== AIM OF THE EXERCISE ==
Reproduce the listing that follows word for word, without its pictures.
+---+
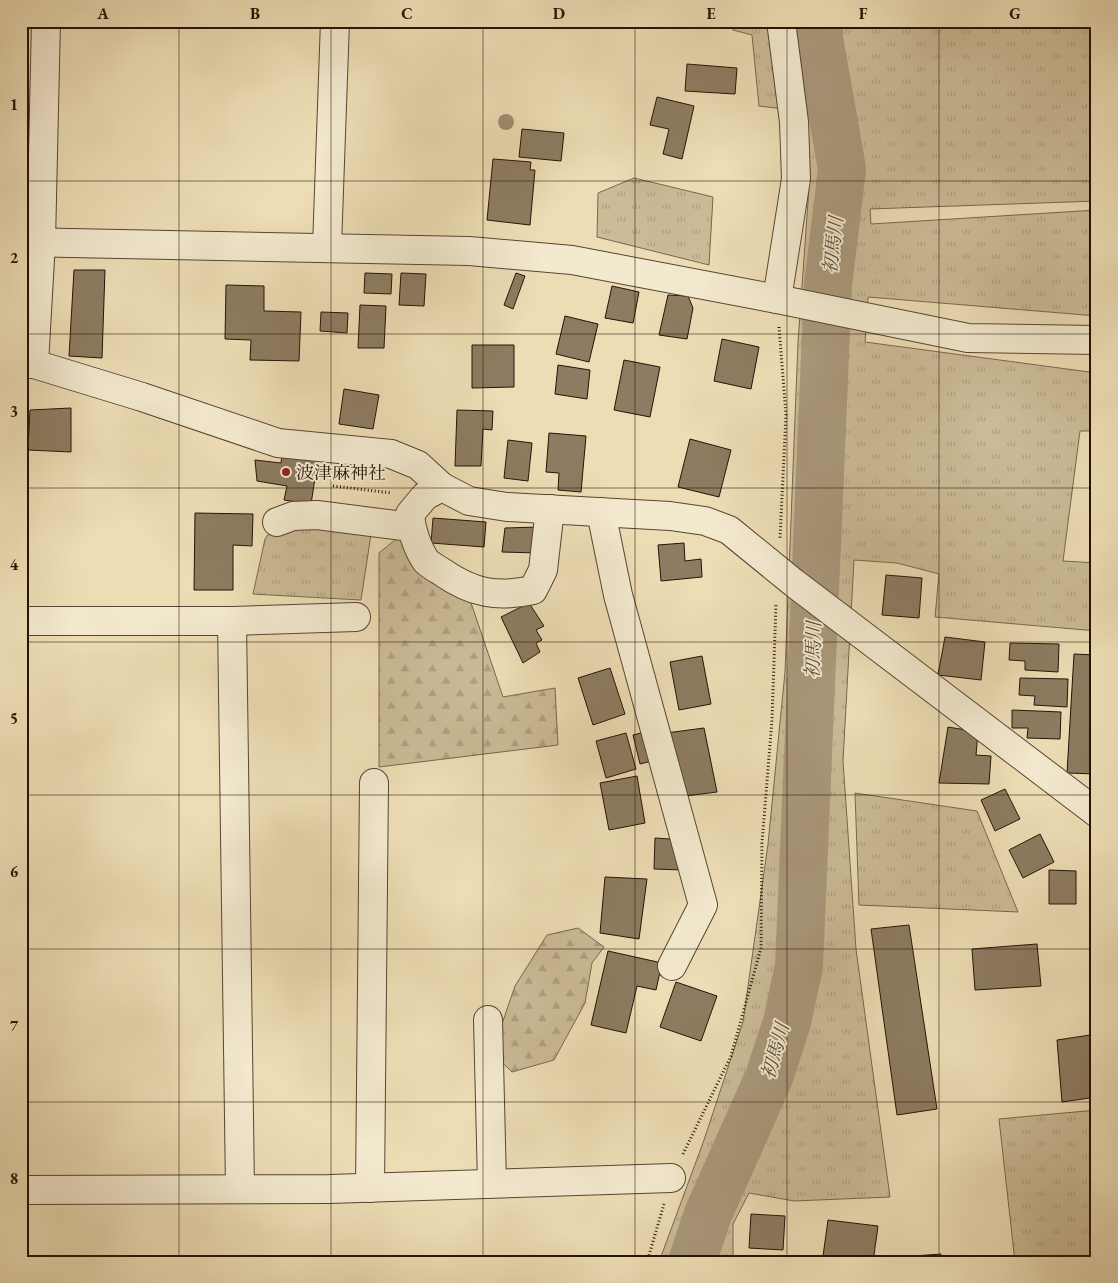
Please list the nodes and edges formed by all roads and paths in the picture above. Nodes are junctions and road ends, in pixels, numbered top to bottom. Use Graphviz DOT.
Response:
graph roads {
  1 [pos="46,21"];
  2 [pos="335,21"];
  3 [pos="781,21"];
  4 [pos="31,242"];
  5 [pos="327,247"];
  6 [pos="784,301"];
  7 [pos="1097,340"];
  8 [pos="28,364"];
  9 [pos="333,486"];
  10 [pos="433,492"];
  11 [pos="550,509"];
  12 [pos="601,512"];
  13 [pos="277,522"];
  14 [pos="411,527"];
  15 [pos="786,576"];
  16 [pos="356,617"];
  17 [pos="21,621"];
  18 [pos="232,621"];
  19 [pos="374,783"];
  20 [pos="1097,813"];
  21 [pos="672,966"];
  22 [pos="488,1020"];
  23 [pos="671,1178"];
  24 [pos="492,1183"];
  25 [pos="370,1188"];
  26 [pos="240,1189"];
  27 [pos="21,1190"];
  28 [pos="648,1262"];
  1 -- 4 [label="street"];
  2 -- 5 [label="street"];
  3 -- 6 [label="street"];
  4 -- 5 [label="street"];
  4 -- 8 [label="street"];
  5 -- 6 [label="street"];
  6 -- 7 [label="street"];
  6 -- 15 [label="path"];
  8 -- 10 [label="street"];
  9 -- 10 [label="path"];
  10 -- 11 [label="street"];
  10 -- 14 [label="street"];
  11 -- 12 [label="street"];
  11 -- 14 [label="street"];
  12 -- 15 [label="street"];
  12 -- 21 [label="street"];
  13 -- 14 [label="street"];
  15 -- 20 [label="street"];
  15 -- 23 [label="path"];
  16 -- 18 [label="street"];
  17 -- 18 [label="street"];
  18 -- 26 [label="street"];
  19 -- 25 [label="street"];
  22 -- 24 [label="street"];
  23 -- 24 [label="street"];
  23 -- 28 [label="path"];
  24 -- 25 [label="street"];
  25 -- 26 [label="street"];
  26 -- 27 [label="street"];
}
+---+
== ANSWER FOR THE TASK ==
Please list the nodes and edges formed by all roads and paths in the picture above. Nodes are junctions and road ends, in pixels, numbered top to bottom. Use Graphviz DOT.
Response:
graph roads {
  1 [pos="46,21"];
  2 [pos="335,21"];
  3 [pos="781,21"];
  4 [pos="31,242"];
  5 [pos="327,247"];
  6 [pos="784,301"];
  7 [pos="1097,340"];
  8 [pos="28,364"];
  9 [pos="333,486"];
  10 [pos="433,492"];
  11 [pos="550,509"];
  12 [pos="601,512"];
  13 [pos="277,522"];
  14 [pos="411,527"];
  15 [pos="786,576"];
  16 [pos="356,617"];
  17 [pos="21,621"];
  18 [pos="232,621"];
  19 [pos="374,783"];
  20 [pos="1097,813"];
  21 [pos="672,966"];
  22 [pos="488,1020"];
  23 [pos="671,1178"];
  24 [pos="492,1183"];
  25 [pos="370,1188"];
  26 [pos="240,1189"];
  27 [pos="21,1190"];
  28 [pos="648,1262"];
  1 -- 4 [label="street"];
  2 -- 5 [label="street"];
  3 -- 6 [label="street"];
  4 -- 5 [label="street"];
  4 -- 8 [label="street"];
  5 -- 6 [label="street"];
  6 -- 7 [label="street"];
  6 -- 15 [label="path"];
  8 -- 10 [label="street"];
  9 -- 10 [label="path"];
  10 -- 11 [label="street"];
  10 -- 14 [label="street"];
  11 -- 12 [label="street"];
  11 -- 14 [label="street"];
  12 -- 15 [label="street"];
  12 -- 21 [label="street"];
  13 -- 14 [label="street"];
  15 -- 20 [label="street"];
  15 -- 23 [label="path"];
  16 -- 18 [label="street"];
  17 -- 18 [label="street"];
  18 -- 26 [label="street"];
  19 -- 25 [label="street"];
  22 -- 24 [label="street"];
  23 -- 24 [label="street"];
  23 -- 28 [label="path"];
  24 -- 25 [label="street"];
  25 -- 26 [label="street"];
  26 -- 27 [label="street"];
}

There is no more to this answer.